**Requirement:** Return all of the data that follows precisely, leaving every image out.

**Records for the exercise:**
☆ ☆ ☆ ☆
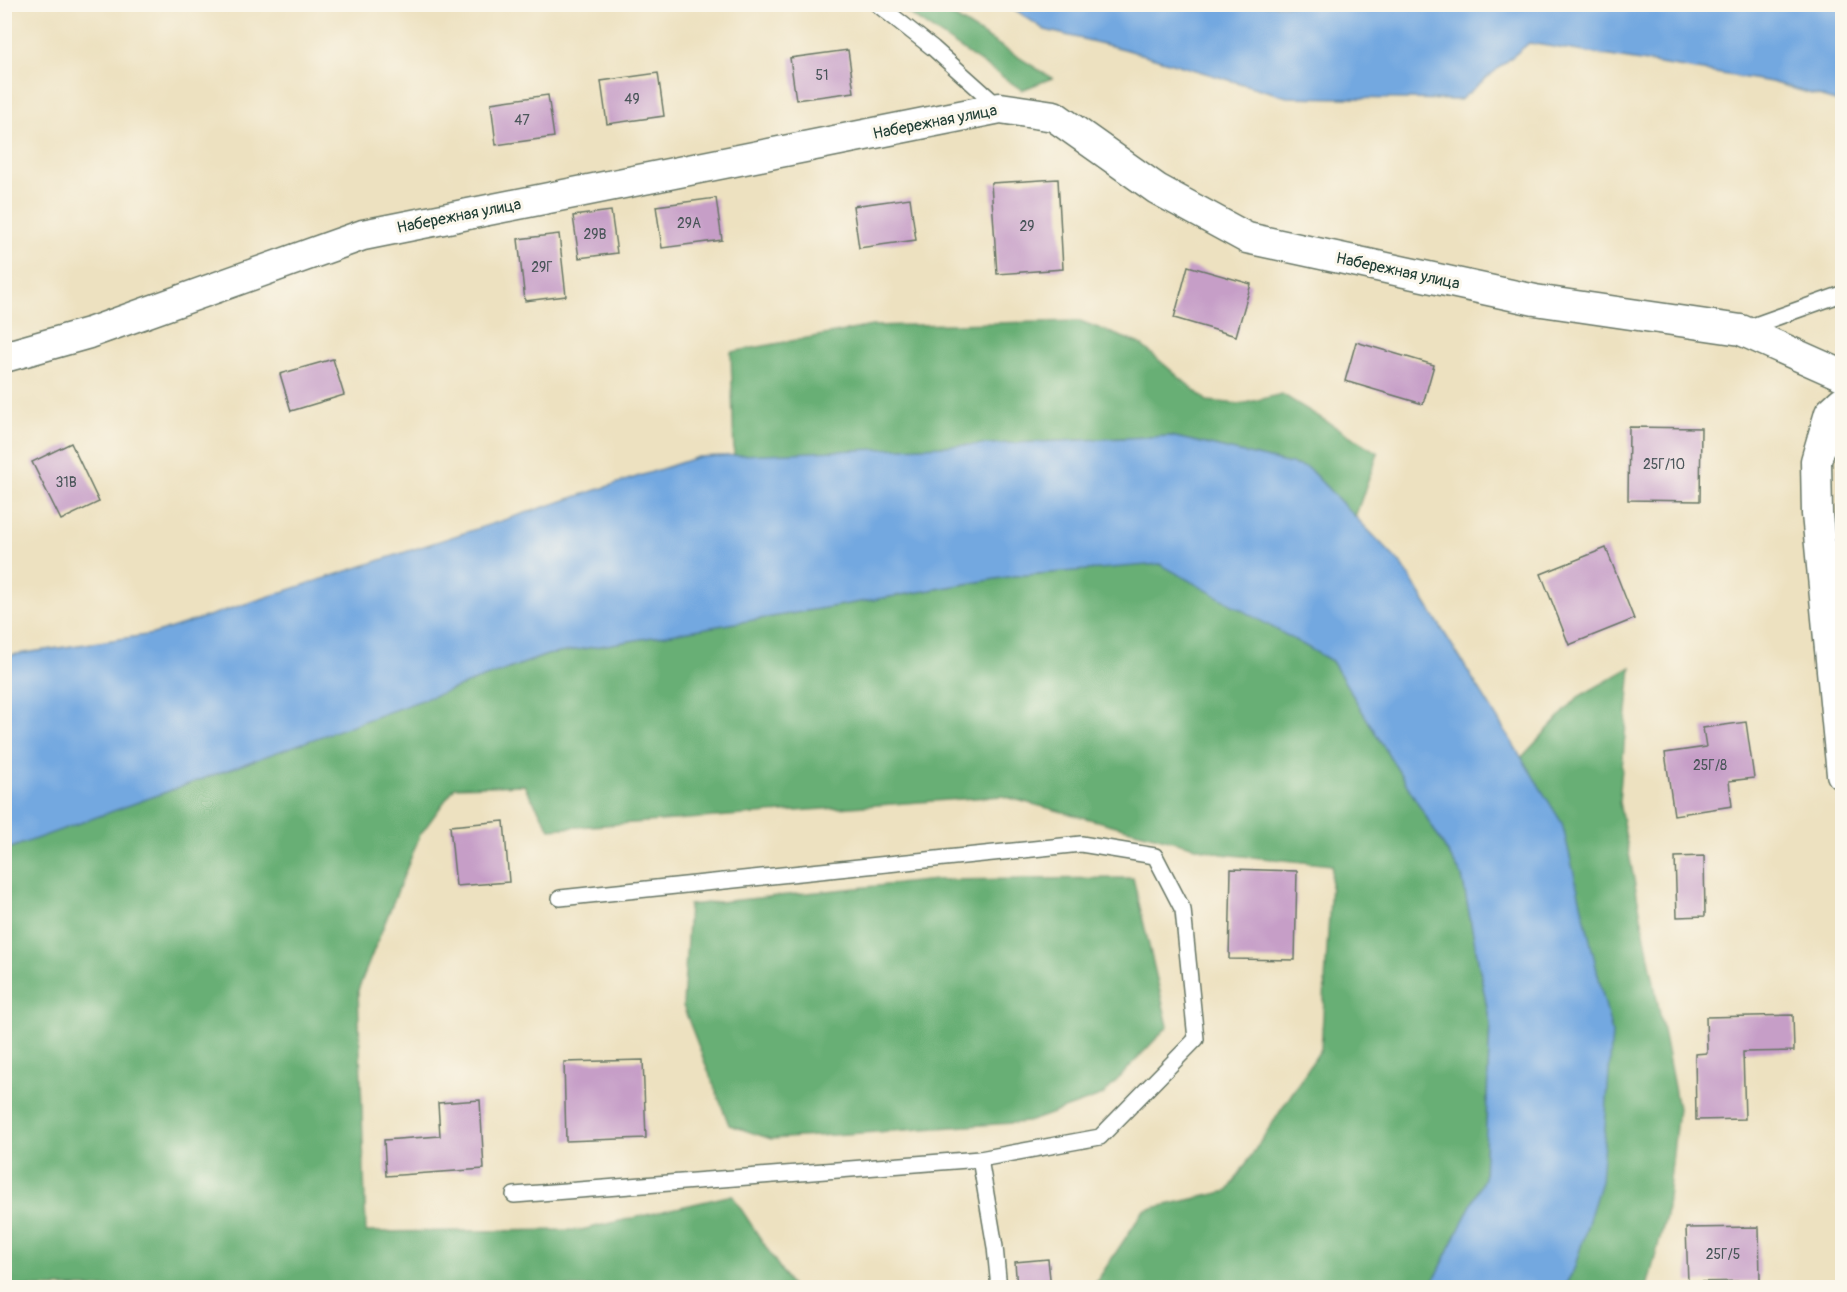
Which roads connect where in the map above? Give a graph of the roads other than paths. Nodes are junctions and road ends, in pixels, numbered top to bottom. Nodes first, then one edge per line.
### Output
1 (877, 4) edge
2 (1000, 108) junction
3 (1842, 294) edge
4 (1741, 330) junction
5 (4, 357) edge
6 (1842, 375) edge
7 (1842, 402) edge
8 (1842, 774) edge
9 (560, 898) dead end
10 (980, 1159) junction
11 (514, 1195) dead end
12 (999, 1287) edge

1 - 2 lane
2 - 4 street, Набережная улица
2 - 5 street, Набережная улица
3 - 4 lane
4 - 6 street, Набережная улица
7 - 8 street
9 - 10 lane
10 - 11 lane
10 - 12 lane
☆ ☆ ☆ ☆
**The completed task:**
Which roads connect where in the map above? Give a graph of the roads other than paths. Nodes are junctions and road ends, in pixels, numbered top to bottom. Nodes first, then one edge per line.
### Output
1 (877, 4) edge
2 (1000, 108) junction
3 (1842, 294) edge
4 (1741, 330) junction
5 (4, 357) edge
6 (1842, 375) edge
7 (1842, 402) edge
8 (1842, 774) edge
9 (560, 898) dead end
10 (980, 1159) junction
11 (514, 1195) dead end
12 (999, 1287) edge

1 - 2 lane
2 - 4 street, Набережная улица
2 - 5 street, Набережная улица
3 - 4 lane
4 - 6 street, Набережная улица
7 - 8 street
9 - 10 lane
10 - 11 lane
10 - 12 lane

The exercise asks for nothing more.